Anna in the Tropics is a play by Nilo Cruz. It won the 2003 Pulitzer Prize for Drama.

==Plot==
The play is set in Ybor City, a section of Tampa and the center of the cigar industry. When Cuban immigrants brought the cigar-making industry to Florida in the 20th century, they carried with them another tradition. As the workers toiled away in the factory hand rolling each cigar, the lector, historically well-dressed and well-spoken, would read to them.

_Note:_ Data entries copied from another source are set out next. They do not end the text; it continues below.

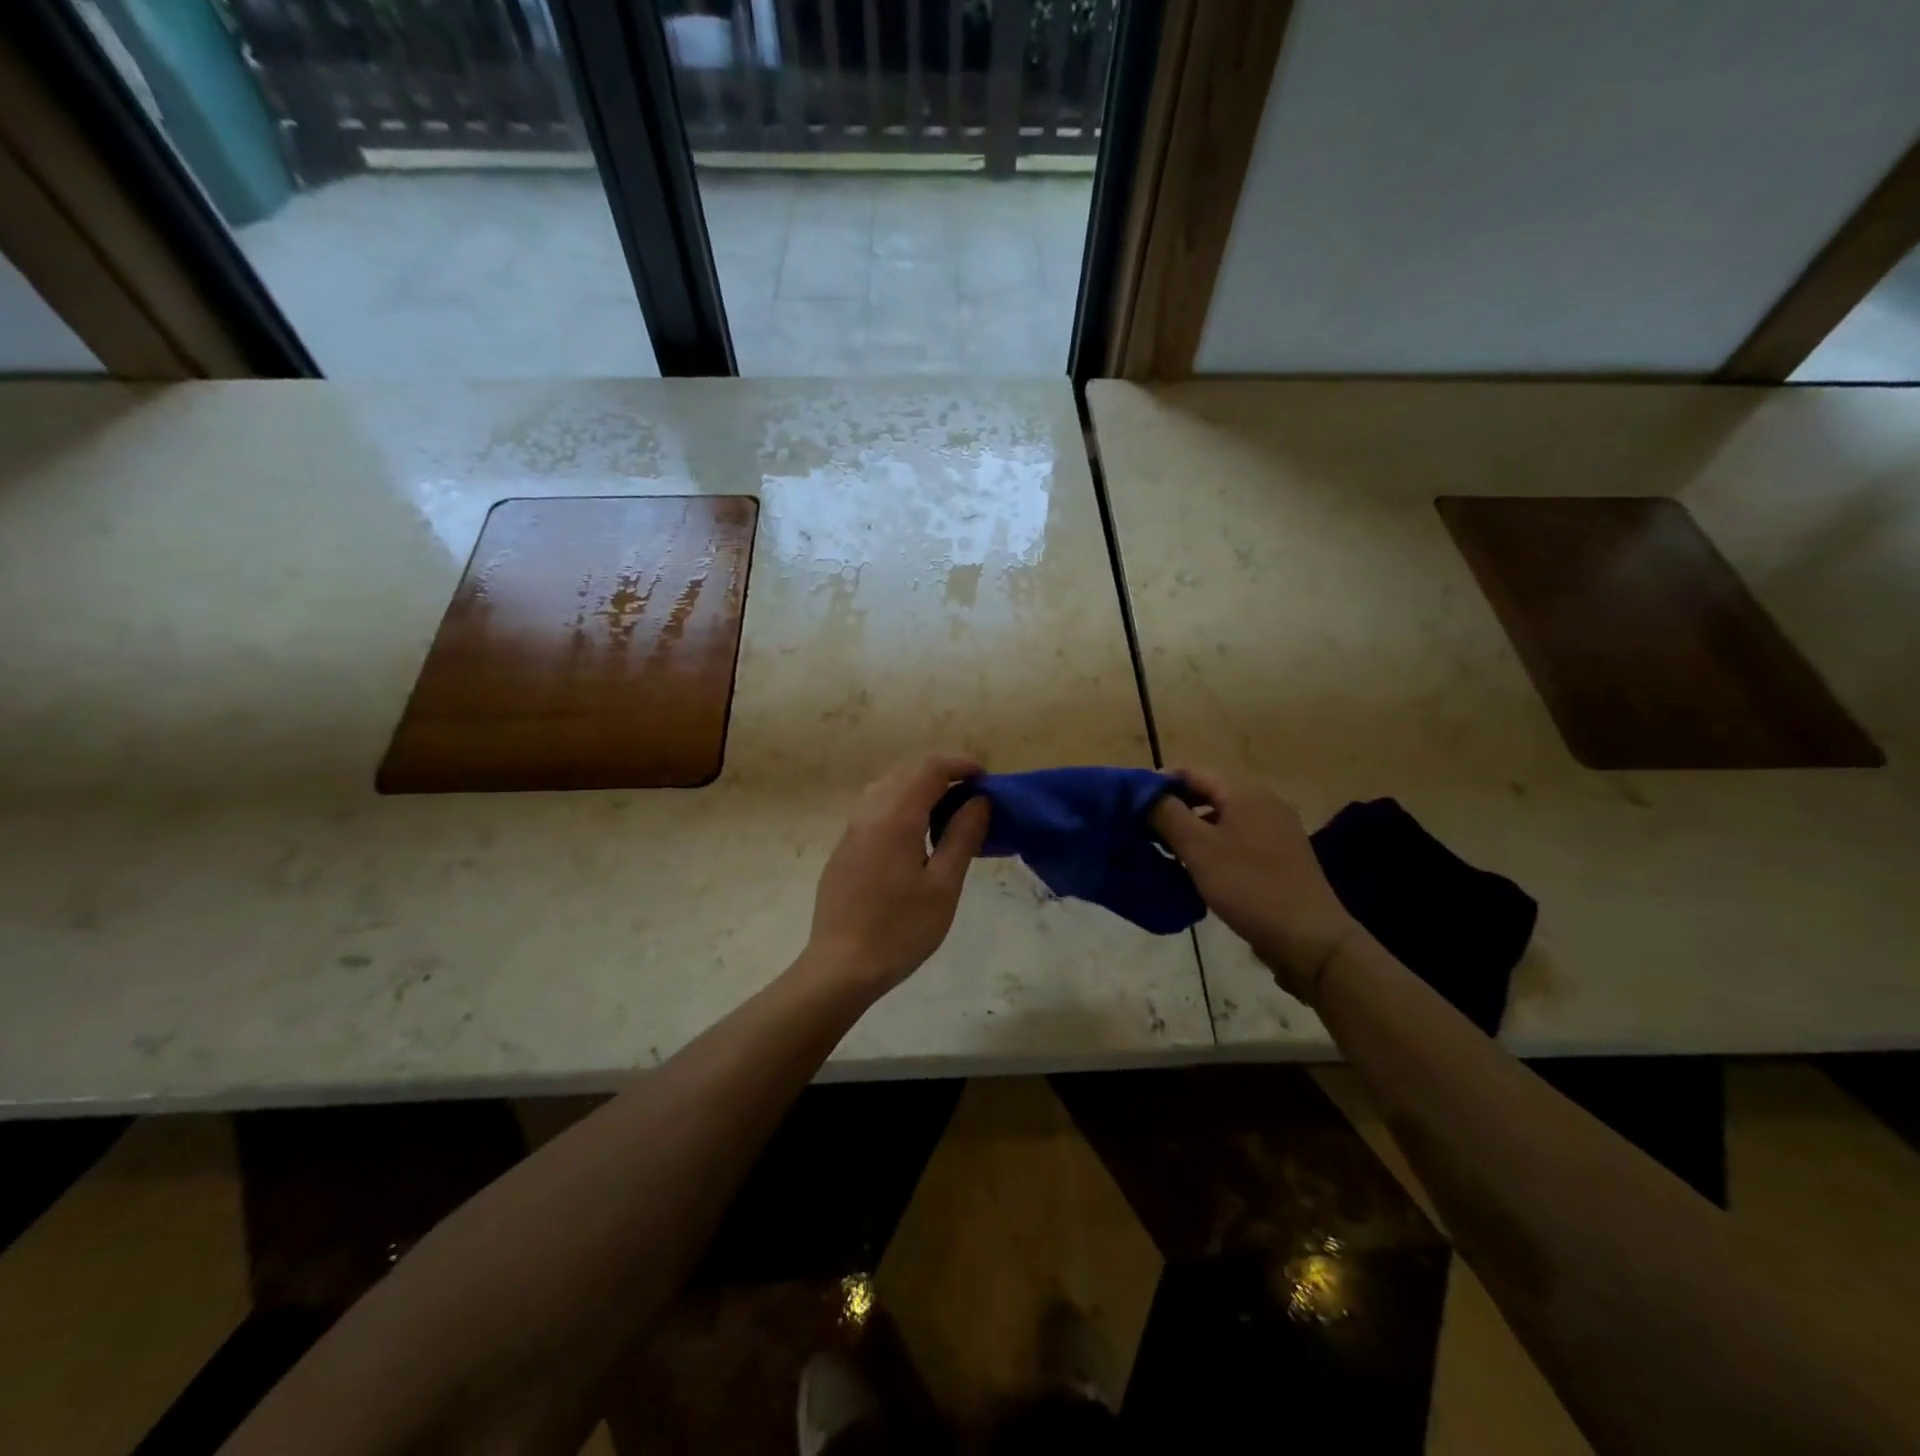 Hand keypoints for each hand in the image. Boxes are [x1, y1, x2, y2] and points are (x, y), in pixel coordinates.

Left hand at [805, 754, 991, 996]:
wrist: (841, 967)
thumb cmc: (900, 930)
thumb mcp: (943, 886)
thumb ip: (962, 837)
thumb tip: (979, 800)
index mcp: (896, 818)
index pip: (930, 769)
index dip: (960, 765)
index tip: (986, 778)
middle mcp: (869, 813)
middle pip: (906, 772)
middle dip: (941, 773)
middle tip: (971, 796)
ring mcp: (852, 830)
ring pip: (886, 787)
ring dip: (918, 786)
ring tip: (946, 811)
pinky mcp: (844, 849)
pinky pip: (873, 808)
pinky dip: (900, 803)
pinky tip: (915, 833)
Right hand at [1150, 768, 1360, 1005]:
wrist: (1311, 939)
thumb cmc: (1249, 886)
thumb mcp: (1198, 849)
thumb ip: (1167, 814)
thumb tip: (1144, 793)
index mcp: (1244, 791)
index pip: (1190, 773)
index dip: (1157, 785)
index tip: (1130, 807)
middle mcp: (1263, 801)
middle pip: (1206, 794)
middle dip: (1173, 809)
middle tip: (1142, 830)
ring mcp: (1275, 829)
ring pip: (1221, 819)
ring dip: (1191, 830)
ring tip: (1163, 851)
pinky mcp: (1280, 856)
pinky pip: (1236, 840)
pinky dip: (1212, 847)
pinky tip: (1196, 870) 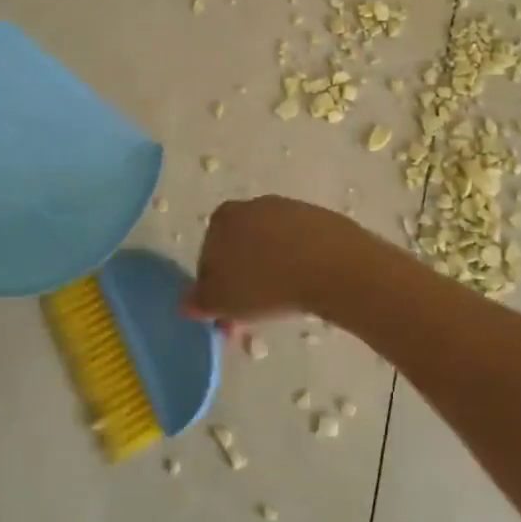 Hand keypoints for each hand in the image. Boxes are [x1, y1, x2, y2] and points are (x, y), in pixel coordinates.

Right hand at [187, 196, 357, 323]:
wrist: (333, 265)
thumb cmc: (266, 283)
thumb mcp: (222, 301)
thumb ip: (199, 301)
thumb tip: (187, 303)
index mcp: (223, 218)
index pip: (207, 257)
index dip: (214, 290)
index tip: (226, 315)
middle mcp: (253, 205)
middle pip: (239, 250)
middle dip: (241, 282)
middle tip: (251, 316)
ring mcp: (289, 209)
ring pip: (270, 247)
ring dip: (270, 273)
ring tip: (281, 305)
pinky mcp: (320, 219)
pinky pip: (299, 247)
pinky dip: (297, 265)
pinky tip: (305, 287) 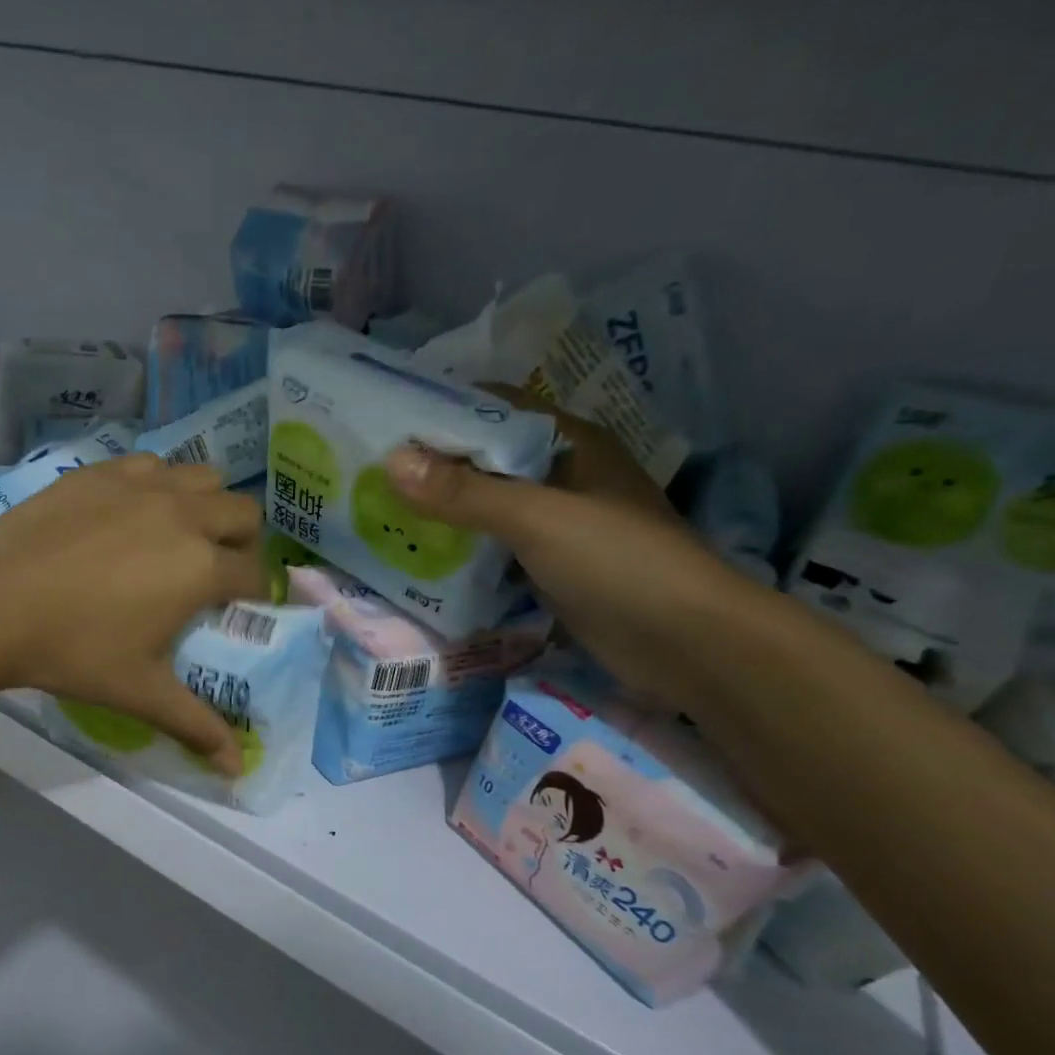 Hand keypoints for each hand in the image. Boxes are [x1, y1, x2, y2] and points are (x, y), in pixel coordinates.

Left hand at [0, 455, 267, 772]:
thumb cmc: (74, 651)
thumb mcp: (141, 692)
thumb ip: (196, 725)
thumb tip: (238, 769)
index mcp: (201, 568)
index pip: (255, 574)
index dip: (254, 594)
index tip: (236, 609)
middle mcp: (184, 515)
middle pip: (244, 513)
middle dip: (242, 542)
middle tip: (212, 570)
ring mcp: (142, 485)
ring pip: (203, 477)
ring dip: (206, 504)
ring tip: (178, 534)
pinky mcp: (102, 471)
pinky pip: (152, 464)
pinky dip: (158, 484)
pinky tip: (132, 511)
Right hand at [384, 404, 766, 712]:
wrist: (686, 644)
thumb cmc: (618, 562)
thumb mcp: (537, 518)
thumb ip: (464, 493)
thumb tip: (390, 462)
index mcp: (570, 444)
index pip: (497, 410)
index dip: (444, 411)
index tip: (385, 422)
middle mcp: (562, 478)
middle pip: (487, 462)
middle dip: (433, 467)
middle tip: (368, 474)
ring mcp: (558, 527)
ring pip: (488, 509)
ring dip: (443, 513)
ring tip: (379, 513)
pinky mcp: (550, 570)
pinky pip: (495, 551)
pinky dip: (461, 552)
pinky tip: (419, 559)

It was the lector who informed, organized and entertained the workers until the 1930s, when the rollers and the readers were replaced by mechanization.

In the play, the lector reads Anna Karenina, sparking the characters' lives and relationships to spin out of control.

==Characters==
- Santiago, owner of a cigar factory, late 50s
- Cheché, his half-brother, half-Cuban, half-American, early 40s
- Ofelia, Santiago's wife, 50s
- Marela, Ofelia and Santiago's daughter, 22
- Conchita, Marela's sister, 32
- Palomo, Conchita's husband, 41
- Juan Julián, the lector, 38
- Elíades, local gamester, runs cockfights, 40s

==Productions==
Anna in the Tropics was commissioned and originally produced by New Theatre, Coral Gables, Florida, Rafael del Acha, Artistic Director, Eileen Suarez, Managing Director, in 2002 with support from the NEA/TCG Theatre Residency Program for Playwrights.

The South Coast Repertory presented the play on its Julianne Argyros Stage. It ran from 28 September to 19 October 2003. Directed by Juliette Carrillo, the cast included Jonathan Nichols (Eliades/Palomo), Tony Plana (Santiago), Geoffrey Rivas (Cheché), Onahoua Rodriguez (Marela), Adriana Sevan (Conchita), Karmín Murcelo (Ofelia) and Julian Acosta (Juan Julian).

The play started performances on Broadway at the Royale Theatre (since renamed Bernard B. Jacobs Theatre) on November 4, 2003, opening on November 16. Directed by Emily Mann, the cast included Jimmy Smits (Juan Julian), Priscilla Lopez (Ofelia), Daphne Rubin-Vega (Conchita), Victor Argo (Santiago), Vanessa Aspilaga (Marela), John Ortiz (Eliades/Palomo) and David Zayas (Cheché). The play closed on February 22, 2004, after 15 previews and 113 performances

The first U.S. national tour starting in September 2004 and ending in February 2005 was a co-production between Dallas Theater Center, Arizona Theatre Company, and Pasadena Playhouse. Directed by Richard Hamburger, the cast included Al Espinosa (Juan Julián), Jacqueline Duprey (Conchita), Timothy Paul Perez (Eliades/Palomo), Apollo Dukakis (Santiago), Javi Mulero (Cheché), Adriana Gaviria (Marela), and Karmín Murcelo (Ofelia).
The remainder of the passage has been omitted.